## THE PROBLEM
Count the lines below that contain "Devonshire". Give only the number.
-=-=-=-=-
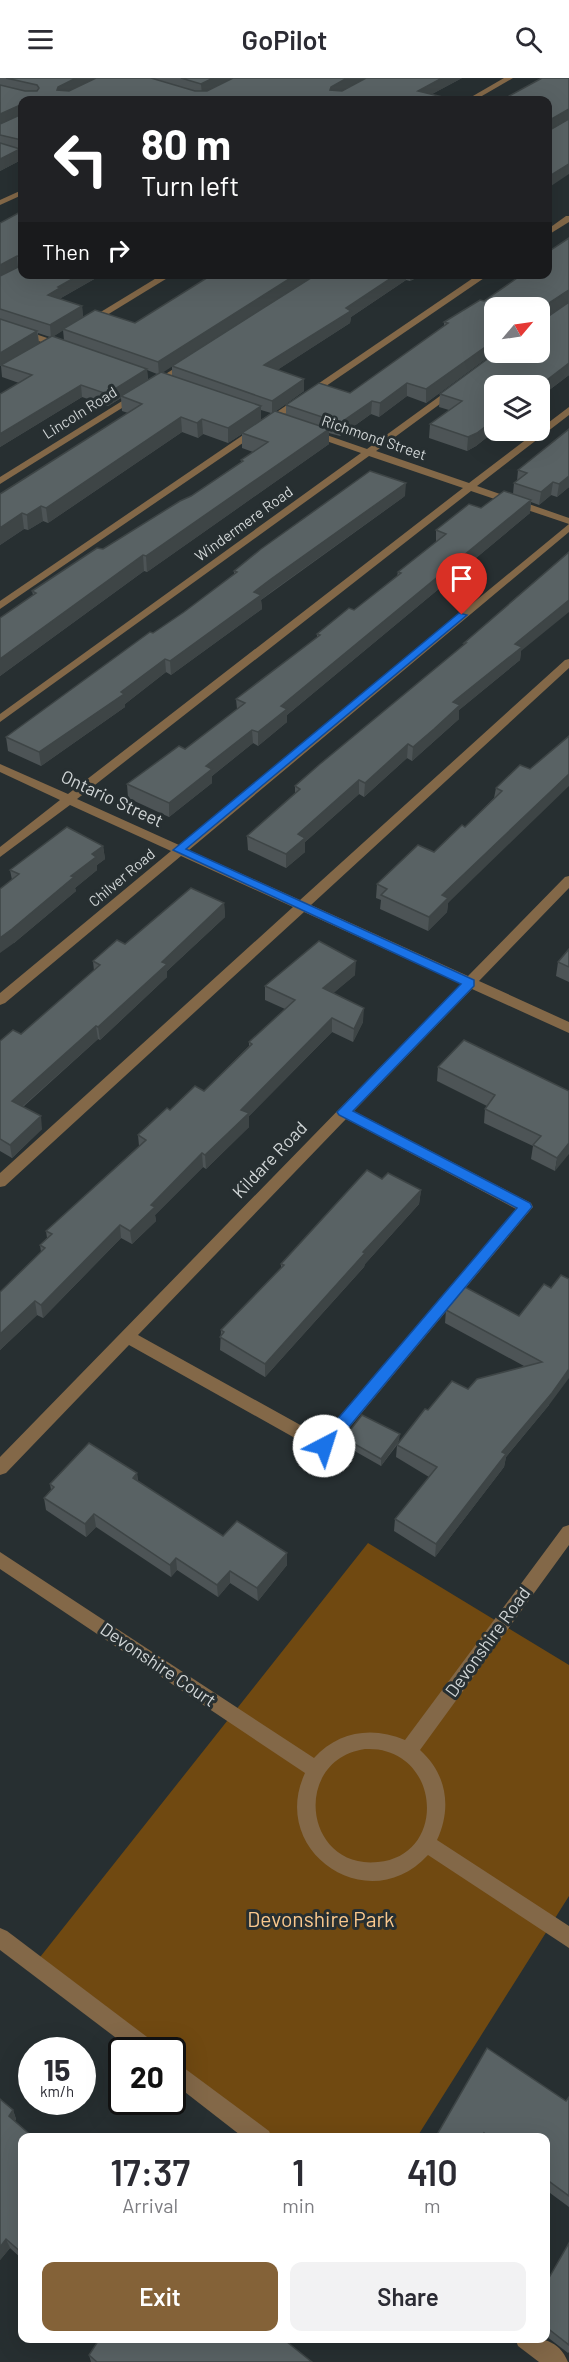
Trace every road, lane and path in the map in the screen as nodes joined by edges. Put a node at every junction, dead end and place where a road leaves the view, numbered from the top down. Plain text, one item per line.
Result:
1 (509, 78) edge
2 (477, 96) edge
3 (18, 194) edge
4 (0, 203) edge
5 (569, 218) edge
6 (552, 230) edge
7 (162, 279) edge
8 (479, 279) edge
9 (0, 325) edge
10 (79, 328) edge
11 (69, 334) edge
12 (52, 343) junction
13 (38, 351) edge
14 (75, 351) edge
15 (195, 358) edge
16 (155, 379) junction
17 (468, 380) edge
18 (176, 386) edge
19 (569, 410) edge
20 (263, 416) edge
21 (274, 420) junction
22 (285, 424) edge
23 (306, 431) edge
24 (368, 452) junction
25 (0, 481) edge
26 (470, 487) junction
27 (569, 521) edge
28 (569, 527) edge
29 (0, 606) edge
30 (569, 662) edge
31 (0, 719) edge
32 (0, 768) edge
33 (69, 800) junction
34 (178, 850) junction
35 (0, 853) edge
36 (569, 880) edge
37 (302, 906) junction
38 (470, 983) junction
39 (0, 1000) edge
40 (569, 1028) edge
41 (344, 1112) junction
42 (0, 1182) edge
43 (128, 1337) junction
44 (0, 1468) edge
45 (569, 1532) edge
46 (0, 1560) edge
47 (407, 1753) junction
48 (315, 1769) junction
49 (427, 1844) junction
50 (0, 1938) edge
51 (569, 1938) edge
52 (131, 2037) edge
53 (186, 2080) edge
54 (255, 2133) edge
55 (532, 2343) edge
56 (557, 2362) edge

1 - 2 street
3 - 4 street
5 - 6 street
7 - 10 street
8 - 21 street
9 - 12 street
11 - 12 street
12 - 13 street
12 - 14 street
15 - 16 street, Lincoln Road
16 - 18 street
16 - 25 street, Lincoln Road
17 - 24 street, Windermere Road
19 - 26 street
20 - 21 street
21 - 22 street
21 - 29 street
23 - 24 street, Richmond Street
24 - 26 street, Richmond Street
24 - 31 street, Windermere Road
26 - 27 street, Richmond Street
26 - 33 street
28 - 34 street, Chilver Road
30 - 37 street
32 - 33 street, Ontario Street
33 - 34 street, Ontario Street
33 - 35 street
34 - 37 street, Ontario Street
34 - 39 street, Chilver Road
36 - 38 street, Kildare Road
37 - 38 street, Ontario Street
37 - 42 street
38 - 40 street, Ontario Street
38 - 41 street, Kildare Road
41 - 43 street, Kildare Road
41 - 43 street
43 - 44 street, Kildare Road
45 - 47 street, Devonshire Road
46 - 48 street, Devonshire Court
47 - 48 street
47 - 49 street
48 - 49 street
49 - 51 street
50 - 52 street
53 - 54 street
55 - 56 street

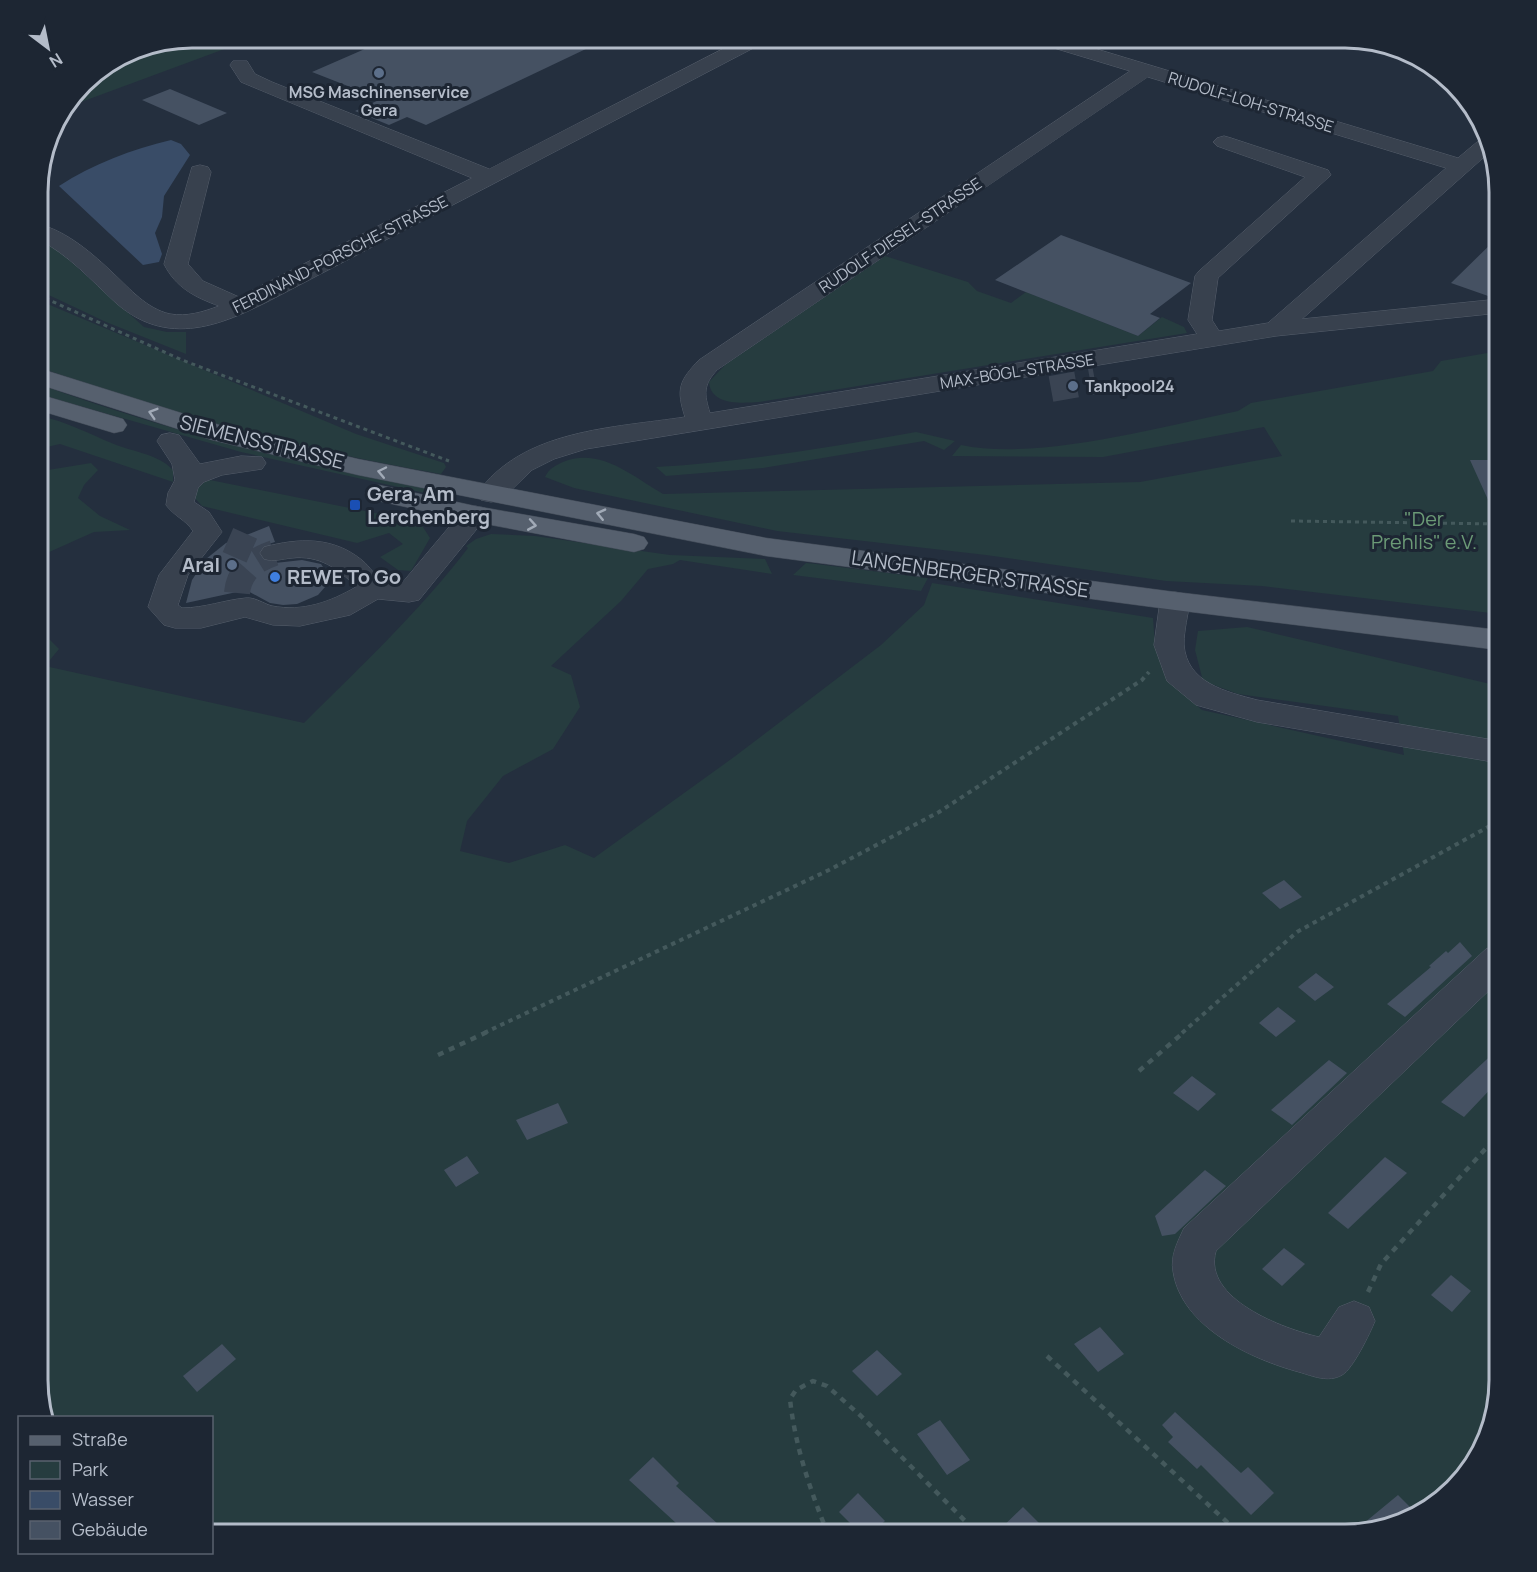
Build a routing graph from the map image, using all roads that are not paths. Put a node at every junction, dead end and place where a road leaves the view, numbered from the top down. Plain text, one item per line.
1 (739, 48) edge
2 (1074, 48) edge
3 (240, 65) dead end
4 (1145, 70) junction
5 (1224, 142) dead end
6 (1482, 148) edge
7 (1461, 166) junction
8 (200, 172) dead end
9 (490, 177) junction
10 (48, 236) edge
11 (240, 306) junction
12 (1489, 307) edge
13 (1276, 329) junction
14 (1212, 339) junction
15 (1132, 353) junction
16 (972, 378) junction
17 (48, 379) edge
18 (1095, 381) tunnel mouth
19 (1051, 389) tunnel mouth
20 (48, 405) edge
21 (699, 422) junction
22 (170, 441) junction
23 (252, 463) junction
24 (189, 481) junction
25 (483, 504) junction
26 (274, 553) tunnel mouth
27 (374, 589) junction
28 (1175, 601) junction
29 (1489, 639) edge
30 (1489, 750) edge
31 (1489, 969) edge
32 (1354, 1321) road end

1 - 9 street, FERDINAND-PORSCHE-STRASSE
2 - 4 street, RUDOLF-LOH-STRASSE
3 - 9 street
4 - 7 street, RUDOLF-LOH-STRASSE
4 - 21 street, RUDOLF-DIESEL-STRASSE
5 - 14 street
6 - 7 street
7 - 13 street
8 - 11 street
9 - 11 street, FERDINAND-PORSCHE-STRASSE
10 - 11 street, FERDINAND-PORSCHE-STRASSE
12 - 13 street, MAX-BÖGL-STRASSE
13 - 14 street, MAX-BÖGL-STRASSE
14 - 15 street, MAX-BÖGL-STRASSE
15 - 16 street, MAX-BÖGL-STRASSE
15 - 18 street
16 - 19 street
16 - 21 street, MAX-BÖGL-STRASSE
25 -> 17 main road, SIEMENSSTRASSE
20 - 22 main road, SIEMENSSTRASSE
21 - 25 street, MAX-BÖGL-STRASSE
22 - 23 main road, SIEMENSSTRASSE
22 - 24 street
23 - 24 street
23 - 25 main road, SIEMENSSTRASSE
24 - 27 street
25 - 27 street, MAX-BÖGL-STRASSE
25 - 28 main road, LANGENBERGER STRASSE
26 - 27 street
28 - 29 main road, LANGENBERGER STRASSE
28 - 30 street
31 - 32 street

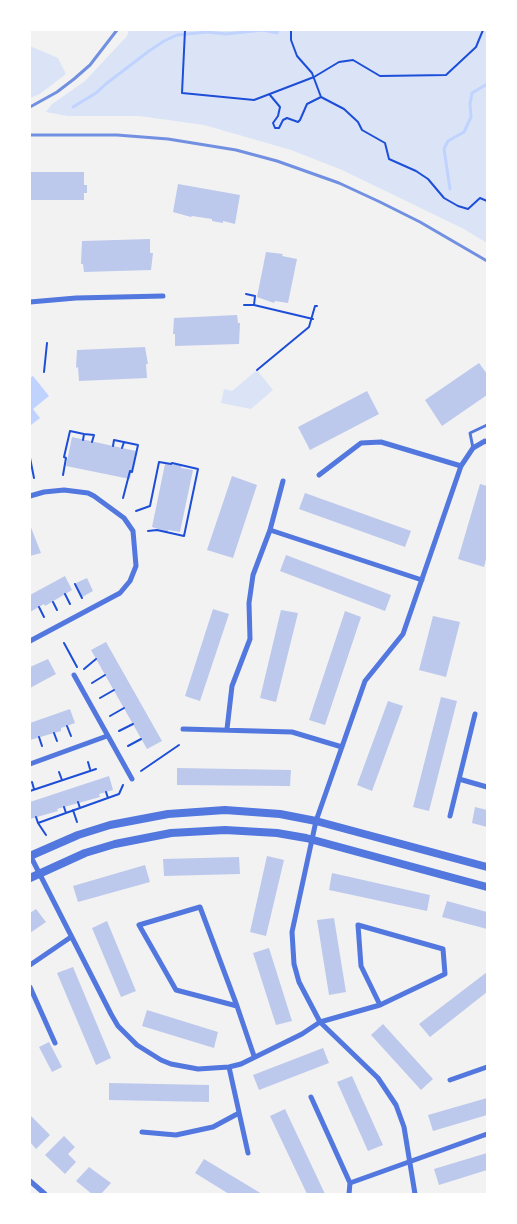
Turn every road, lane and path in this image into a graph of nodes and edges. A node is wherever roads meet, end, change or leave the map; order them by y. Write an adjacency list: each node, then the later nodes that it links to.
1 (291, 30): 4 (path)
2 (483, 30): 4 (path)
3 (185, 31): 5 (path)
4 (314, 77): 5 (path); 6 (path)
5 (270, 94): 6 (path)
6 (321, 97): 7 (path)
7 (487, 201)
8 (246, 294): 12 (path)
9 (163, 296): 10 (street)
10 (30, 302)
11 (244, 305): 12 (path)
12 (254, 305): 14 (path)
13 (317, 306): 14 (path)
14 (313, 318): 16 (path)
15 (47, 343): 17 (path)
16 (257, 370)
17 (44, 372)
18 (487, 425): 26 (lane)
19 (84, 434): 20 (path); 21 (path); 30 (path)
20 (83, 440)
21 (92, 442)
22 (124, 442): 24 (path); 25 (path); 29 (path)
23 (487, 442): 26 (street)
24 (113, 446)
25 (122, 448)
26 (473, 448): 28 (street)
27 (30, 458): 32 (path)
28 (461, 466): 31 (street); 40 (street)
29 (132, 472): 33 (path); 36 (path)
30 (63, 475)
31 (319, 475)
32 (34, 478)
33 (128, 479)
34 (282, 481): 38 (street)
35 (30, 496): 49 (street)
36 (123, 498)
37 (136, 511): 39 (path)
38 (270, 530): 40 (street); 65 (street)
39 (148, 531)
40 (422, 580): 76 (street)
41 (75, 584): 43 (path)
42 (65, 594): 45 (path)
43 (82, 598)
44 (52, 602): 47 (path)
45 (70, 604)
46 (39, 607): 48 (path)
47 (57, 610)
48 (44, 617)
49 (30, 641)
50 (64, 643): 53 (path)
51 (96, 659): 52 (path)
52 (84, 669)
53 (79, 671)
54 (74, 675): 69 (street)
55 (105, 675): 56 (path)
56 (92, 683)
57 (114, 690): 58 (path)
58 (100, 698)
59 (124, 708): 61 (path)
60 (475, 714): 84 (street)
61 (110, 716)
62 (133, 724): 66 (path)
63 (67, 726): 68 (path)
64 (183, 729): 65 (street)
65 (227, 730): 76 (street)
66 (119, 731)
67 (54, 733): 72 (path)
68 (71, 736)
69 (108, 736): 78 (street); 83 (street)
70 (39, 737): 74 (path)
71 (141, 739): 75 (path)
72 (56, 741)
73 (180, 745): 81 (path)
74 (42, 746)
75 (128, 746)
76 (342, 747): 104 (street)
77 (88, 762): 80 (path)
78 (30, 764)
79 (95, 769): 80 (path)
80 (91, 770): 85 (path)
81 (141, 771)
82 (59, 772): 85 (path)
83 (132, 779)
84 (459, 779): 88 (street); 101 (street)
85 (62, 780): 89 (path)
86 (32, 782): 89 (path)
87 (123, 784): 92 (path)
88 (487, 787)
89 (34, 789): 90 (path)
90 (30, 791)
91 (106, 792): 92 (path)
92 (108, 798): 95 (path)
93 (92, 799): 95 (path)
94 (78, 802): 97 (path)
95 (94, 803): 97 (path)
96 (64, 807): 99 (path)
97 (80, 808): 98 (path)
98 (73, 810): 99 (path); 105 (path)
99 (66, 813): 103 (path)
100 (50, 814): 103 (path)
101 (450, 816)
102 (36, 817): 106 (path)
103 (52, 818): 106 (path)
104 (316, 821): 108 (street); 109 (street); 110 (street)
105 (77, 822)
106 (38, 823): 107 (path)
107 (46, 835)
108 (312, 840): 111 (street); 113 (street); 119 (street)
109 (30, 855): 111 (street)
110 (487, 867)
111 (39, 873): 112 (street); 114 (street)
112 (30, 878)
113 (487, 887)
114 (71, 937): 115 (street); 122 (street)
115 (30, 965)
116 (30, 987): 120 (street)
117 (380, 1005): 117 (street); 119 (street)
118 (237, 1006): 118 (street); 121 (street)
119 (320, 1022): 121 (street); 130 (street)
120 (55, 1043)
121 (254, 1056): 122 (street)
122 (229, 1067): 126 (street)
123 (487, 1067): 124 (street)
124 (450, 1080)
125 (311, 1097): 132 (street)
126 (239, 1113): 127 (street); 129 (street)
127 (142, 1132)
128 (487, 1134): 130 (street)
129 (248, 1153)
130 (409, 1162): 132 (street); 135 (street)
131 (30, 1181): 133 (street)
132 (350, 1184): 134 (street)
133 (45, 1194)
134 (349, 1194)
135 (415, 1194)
-=-=-=-=-
## COMPLETED EXERCISE
2